A droga, de efeito anfetaminico e inibidor de apetite, chega com a promessa de amenizar o drama de quem vive nas ruas entregue à fome, falta de teto e toda a sorte de privações inerentes àquela condição de desumanização.
Não leva muito tempo para, com a comercialização do Crack, o cenário das favelas tomar nova forma. Acumulo de lixo objeto de garimpo pelos usuários, prostituição à luz do dia nas chamadas “Crackolândias”, furtos e outros crimes patrimoniais dentro das comunidades rompendo um antigo pacto social das favelas.
Nesse contexto o Instituto se lança no projeto Anjos contra o Crack, com o objetivo de convencer os traficantes de drogas a parar a venda daquela droga.
Com êxito em inúmeras comunidades o projeto desperta o interesse da imprensa internacional, presente no país em razão dos mega eventos esportivos.
O Projeto esbarra em interesses comerciais e na necessidade de penetrar o sistema penitenciário para progredir no intento de levar ao conhecimento de todos a realidade do Crack nas ruas e seus efeitos para as comunidades.
A turbulência do voo agora me remete às razões que me fizeram retomar o projeto.
Foram cinco anos fazendo trabalho nas Crackolândias do Rio de Janeiro onde conheci muitas pessoas a quem me afeiçoei. Muitas histórias de sofrimento. Depois do macarrão saboreado com prazer pelos meus amigos de rua, a “Tia Loira do Bombom”, como havia sido apelidada, ouvia muitas histórias que a faziam sentir impotente diante de tantas necessidades essenciais aquelas pessoas.

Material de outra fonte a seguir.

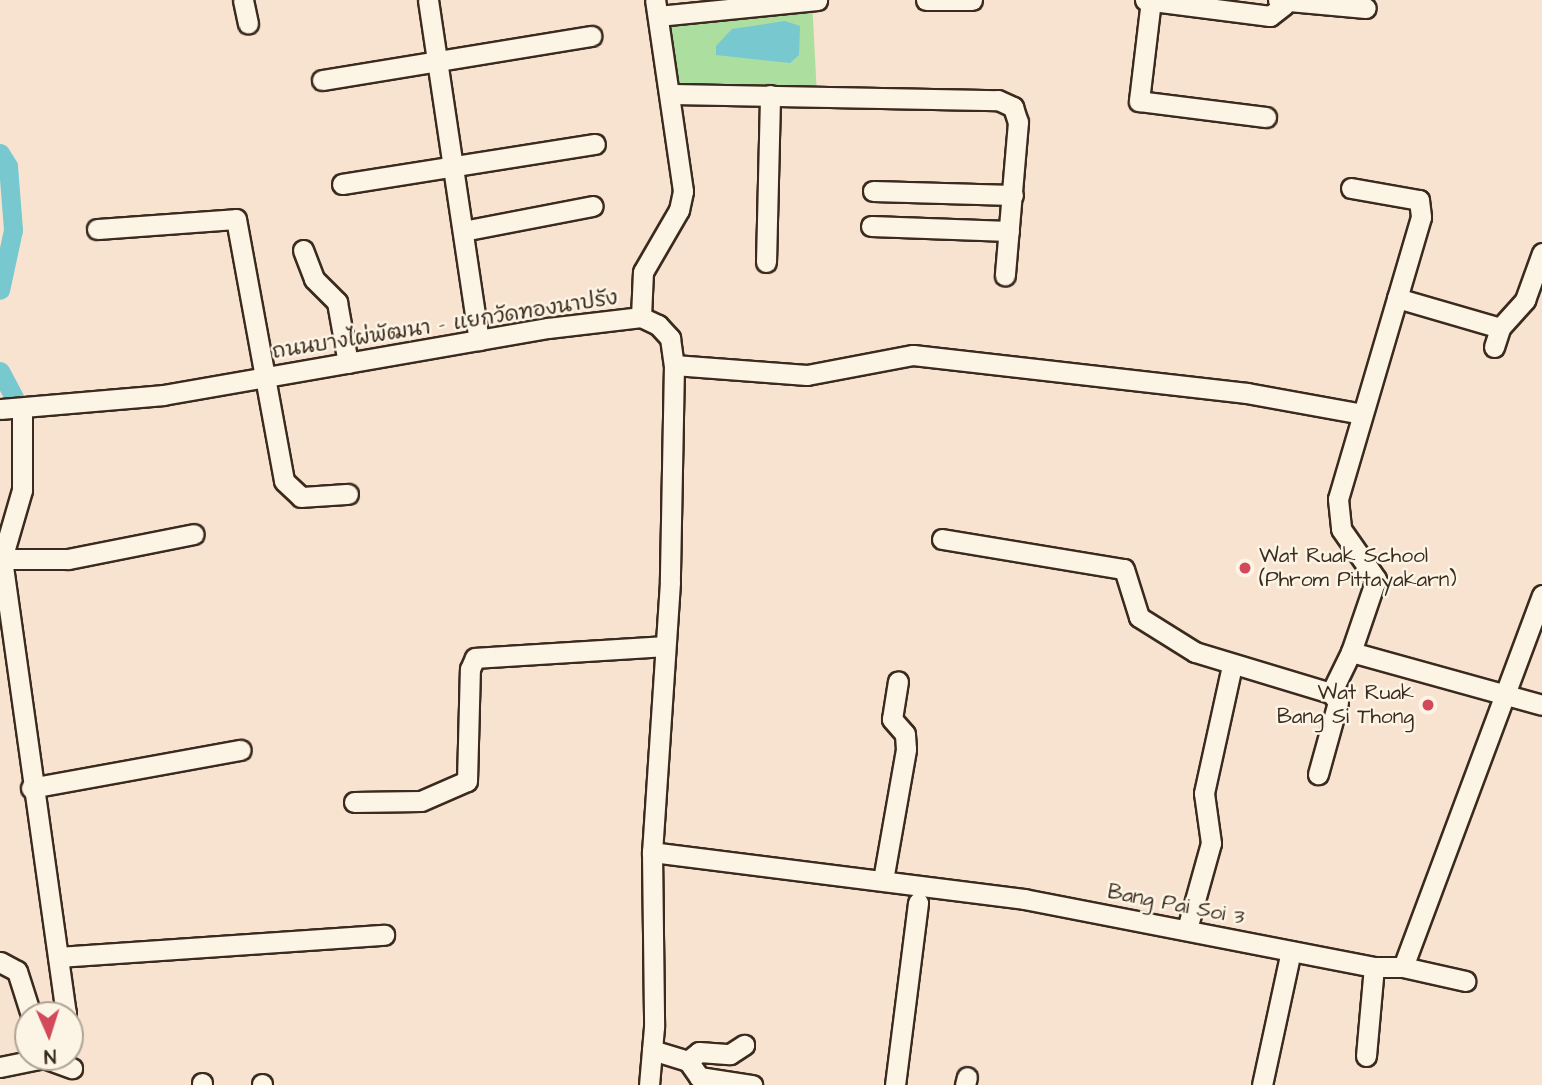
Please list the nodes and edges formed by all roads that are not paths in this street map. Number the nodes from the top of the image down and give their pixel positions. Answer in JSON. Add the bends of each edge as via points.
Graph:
{"nodes":[{"id":1,"x":243,"y":0,"type":"edge"},
{"id":2,"x":428,"y":0,"type":"edge"},
{"id":3,"x":817,"y":0,"type":"edge"},
{"id":4,"x":926,"y":0,"type":"edge"},
{"id":5,"x":972,"y":0,"type":"edge"},
{"id":6,"x":1149,"y":1,"type":"edge"},
{"id":7,"x":1281,"y":2,"type":"edge"},
{"id":8,"x":657,"y":8,"type":"edge"},
{"id":9,"x":1366,"y":9,"type":"dead end"},
{"id":10,"x":248,"y":23,"type":"dead end"},
{"id":11,"x":591,"y":36,"type":"dead end"},
{"id":12,"x":437,"y":61,"type":"junction"},
{"id":13,"x":322,"y":80,"type":"dead end"},
{"id":14,"x":673,"y":94,"type":"junction"},
{"id":15,"x":769,"y":95,"type":"junction"},
{"id":16,"x":1266,"y":117,"type":"dead end"},
{"id":17,"x":595,"y":144,"type":"dead end"},
{"id":18,"x":453,"y":166,"type":"junction"},
{"id":19,"x":341,"y":184,"type":"dead end"},
{"id":20,"x":1351,"y":188,"type":"dead end"},
{"id":21,"x":873,"y":191,"type":"dead end"},
{"id":22,"x":1013,"y":195,"type":"junction"},
{"id":23,"x":593,"y":206,"type":"dead end"},
{"id":24,"x":871,"y":226,"type":"dead end"},
{"id":25,"x":97,"y":229,"type":"dead end"},
{"id":26,"x":463,"y":231,"type":"junction"},
{"id":27,"x":1009,"y":231,"type":"junction"},
{"id":28,"x":303,"y":250,"type":"dead end"},
{"id":29,"x":1542,"y":253,"type":"edge"},
{"id":30,"x":766,"y":262,"type":"dead end"},
{"id":31,"x":1005,"y":275,"type":"dead end"},
{"id":32,"x":1397,"y":299,"type":"junction"},
{"id":33,"x":641,"y":317,"type":"junction"},
{"id":34,"x":480,"y":340,"type":"junction"},
{"id":35,"x":348,"y":363,"type":"junction"},
{"id":36,"x":674,"y":365,"type":"junction"},
{"id":37,"x":263,"y":377,"type":"junction"},
{"id":38,"x":0,"y":409,"type":"edge"},
{"id":39,"x":22,"y":409,"type":"junction"},
{"id":40,"x":1362,"y":414,"type":"junction"},
{"id":41,"x":348,"y":494,"type":"dead end"},
{"id":42,"x":194,"y":534,"type":"dead end"},
{"id":43,"x":942,"y":539,"type":"dead end"},
{"id":44,"x":2,"y":559,"type":"junction"},
{"id":45,"x":1542,"y":595,"type":"edge"},
{"id":46,"x":665,"y":646,"type":"junction"},
{"id":47,"x":1351,"y":652,"type":"junction"},
{"id":48,"x":1232,"y":666,"type":"junction"},
{"id":49,"x":898,"y":681,"type":"dead end"},
{"id":50,"x":1331,"y":693,"type":"junction"},
{"id":51,"x":1502,"y":694,"type":"junction"},
{"id":52,"x":1542,"y":705,"type":"edge"},
{"id":53,"x":241,"y":750,"type":"dead end"},
{"id":54,"x":1318,"y":774,"type":"dead end"},
{"id":55,"x":31,"y":788,"type":"junction"},
{"id":56,"x":354,"y":802,"type":"dead end"},
{"id":57,"x":652,"y":852,"type":"junction"},
{"id":58,"x":883,"y":880,"type":"junction"},
{"id":59,"x":918,"y":902,"type":"dead end"},
{"id":60,"x":1187,"y":929,"type":"junction"},
{"id":61,"x":384,"y":935,"type":"dead end"},
{"id":62,"x":1291,"y":951,"type":"junction"},
{"id":63,"x":58,"y":957,"type":"junction"},
{"id":64,"x":0,"y":961,"type":"edge"},
{"id":65,"x":1374,"y":967,"type":"junction"},
{"id":66,"x":1403,"y":967,"type":"junction"},
{"id":67,"x":1465,"y":981,"type":"dead end"},
{"id":68,"x":27,"y":1001,"type":"edge"},
{"id":69,"x":64,"y":1001,"type":"edge"},
{"id":70,"x":744,"y":1045,"type":"dead end"},
{"id":71,"x":652,"y":1050,"type":"junction"},
{"id":72,"x":1366,"y":1056,"type":"dead end"},
{"id":73,"x":688,"y":1061,"type":"junction"},
{"id":74,"x":649,"y":1085,"type":"edge"},
{"id":75,"x":752,"y":1085,"type":"edge"},
{"id":76,"x":895,"y":1085,"type":"edge"},
{"id":77,"x":1262,"y":1085,"type":"edge"}],
"edges":[{"from":1,"to":10,"type":"street"},
{"from":2,"to":12,"type":"street"},
{"from":3,"to":8,"type":"street"},
{"from":4,"to":5,"type":"street"},
{"from":6,"to":7,"type":"street","via":[[1270,16]]},
{"from":6,"to":16,"type":"street","via":[[1139,101]]},
{"from":7,"to":9,"type":"street"},
{"from":8,"to":14,"type":"street"},
{"from":11,"to":12,"type":"street"},
{"from":12,"to":13,"type":"street"},
{"from":12,"to":18,"type":"street"},
{"from":14,"to":15,"type":"street"},
{"from":14,"to":33,"type":"street","via":[[683,191],[679,210],[643,272]]},
{"from":15,"to":22,"type":"street","via":[[998,100],[1013,107],[1018,122]]},
{"from":15,"to":30,"type":"street"},
{"from":17,"to":18,"type":"street"},
{"from":18,"to":19,"type":"street"},
{"from":18,"to":26,"type":"street"},
{"from":20,"to":32,"type":"street","via":[[1419,200],[1421,217]]},
{"from":21,"to":22,"type":"street"},
{"from":22,"to":27,"type":"street"},
{"from":23,"to":26,"type":"street"},
{"from":24,"to":27,"type":"street"},
{"from":25,"to":37,"type":"street","via":[[236,219]]},
{"from":26,"to":34,"type":"street"},
{"from":27,"to":31,"type":"street"},
{"from":28,"to":35,"type":"street","via":[[314,279],[337,302]]},
{"from":29,"to":32,"type":"street","via":[[1525,300],[1497,337]]},
{"from":32,"to":40,"type":"street"},
{"from":33,"to":34,"type":"street","name":"ถนนบางไผ่พัฒนา – แยกวัดทองนาปรัง"},
{"from":33,"to":36,"type":"street","name":"ถนนบางไผ่พัฒนา – แยกวัดทองนาปรัง","via":[[670,338]]},
{"from":34,"to":35,"type":"street","name":"ถนนบางไผ่พัฒนา – แยกวัดทองนาปรัง"},
{"from":35,"to":37,"type":"street","name":"ถนนบางไผ่พัฒนา – แยกวัดทองนาปรัง"},
{"from":36,"to":40,"type":"street","via":[[807,375],[913,355],[1247,393]]},
{"from":36,"to":46,"type":"street","name":"ถนนบางไผ่พัฒนา – แยกวัดทองนาปรัง"},
{"from":37,"to":39,"type":"street","name":"ถนนบางไผ่พัฒนา – แยกวัดทองนาปรัง"},
{"from":37,"to":41,"type":"street","via":[[279,467],[291,492]]},
{"from":38,"to":39,"type":"street","name":"ถนนบางไผ่พัฒนา – แยกวัดทองนาปรัง"},
{"from":39,"to":44,"type":"street","via":[[22,490]]},
{"from":40,"to":47,"type":"street","via":[[1338,499],[1340,529],[1376,579]]},
{"from":42,"to":44,"type":"street","via":[[68,559]]},
{"from":43,"to":48,"type":"street","via":[[1124,569],[1139,617]]},
{"from":44,"to":55,"type":"street"},
{"from":45,"to":51,"type":"street"},
{"from":46,"to":56,"type":"street","via":[[475,658],[470,669],[467,781],[421,801]]},
{"from":46,"to":57,"type":"street","name":"ถนนบางไผ่พัฒนา – แยกวัดทองนาปรัง"},
{"from":47,"to":50,"type":"street"},
{"from":47,"to":51,"type":"street"},
{"from":48,"to":50,"type":"street"},
{"from":48,"to":60,"type":"street","via":[[1204,793],[1211,843]]},
{"from":49,"to":58,"type":"street","via":[[892,719],[905,734],[906,749]]},
{"from":50,"to":54,"type":"street","via":[[1338,702]]},
{"from":51,"to":52,"type":"street"},
{"from":51,"to":66,"type":"street"},
{"from":53,"to":55,"type":"street"},
{"from":55,"to":63,"type":"street"},
{"from":57,"to":58,"type":"street","name":"Bang Pai Soi 3"},
{"from":57,"to":71,"type":"street","name":"ถนนบางไผ่พัฒนา – แยกวัดทองนาปรัง"},
{"from":58,"to":60,"type":"street","name":"Bang Pai Soi 3"},
{"from":59,"to":76,"type":"street"},
{"from":60,"to":62,"type":"street","name":"Bang Pai Soi 3"},
{"from":61,"to":63,"type":"street"},
{"from":62,"to":65,"type":"street","name":"Bang Pai Soi 3"},
{"from":62,"to":77,"type":"street"},
{"from":63,"to":69,"type":"street"},
{"from":64,"to":68,"type":"street","via":[[17,971]]},
{"from":65,"to":66,"type":"street","name":"Bang Pai Soi 3"},
{"from":65,"to":72,"type":"street"},
{"from":66,"to":67,"type":"street","name":"Bang Pai Soi 3"},
{"from":70,"to":73,"type":"street","via":[[730,1054],[699,1052]]},
{"from":71,"to":73,"type":"street"},
{"from":71,"to":74,"type":"street","name":"ถนนบางไผ่พัฒนา – แยกวัดทองนาปรัง"},
{"from":73,"to":75,"type":"street","via":[[699,1077]]}]}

Nos conflitos recentes na favela do Jacarezinho, local onde o Projeto começou, o raio-x dessa miséria do crack que ladeia ironicamente a “Cidade da Polícia”. Palco de muitos confrontos entre moradores e Policiais, a UPP daquela localidade se torna conhecida pelas denúncias de abuso sexual pelos policiais, além de outros relatos de violações diversas.
Ao retomar o ânimo para o Projeto “Anjos contra o Crack” o intuito é de levar aos presos do Sistema Penitenciário Federal conhecimento, projetando vídeos e cartilhas para aqueles que não fazem ideia dessa realidade. O pressuposto é que cada um deles, como filhos daquelas comunidades, podem contribuir para a dignidade e humanização daquelas localidades. O projeto prevê um concurso entre os custodiados com redações e ideias de como por fim ao flagelo do Crack.
Para além do Crack as necessidades daquela população de Rua, hoje rotulada com o epíteto de “crackudos”, urge de uma política social que lhes resgate a condição de cidadãos, sujeitos de direitos.
O sinal sonoro de afivelar os cintos me avisa do pouso. Em genuflexão me ponho para que a inspiração nos tome e permita que possamos convencer nossos interlocutores de hoje a permitir que levemos nossos argumentos e vídeos aos presos do sistema federal.
A missão recomeça…
FLÁVIA FRÓES, advogada criminalista associada à ABRACRM-RJ, Vice-presidente da Comissão Nacional de Assuntos Penitenciários da ABRACRIM.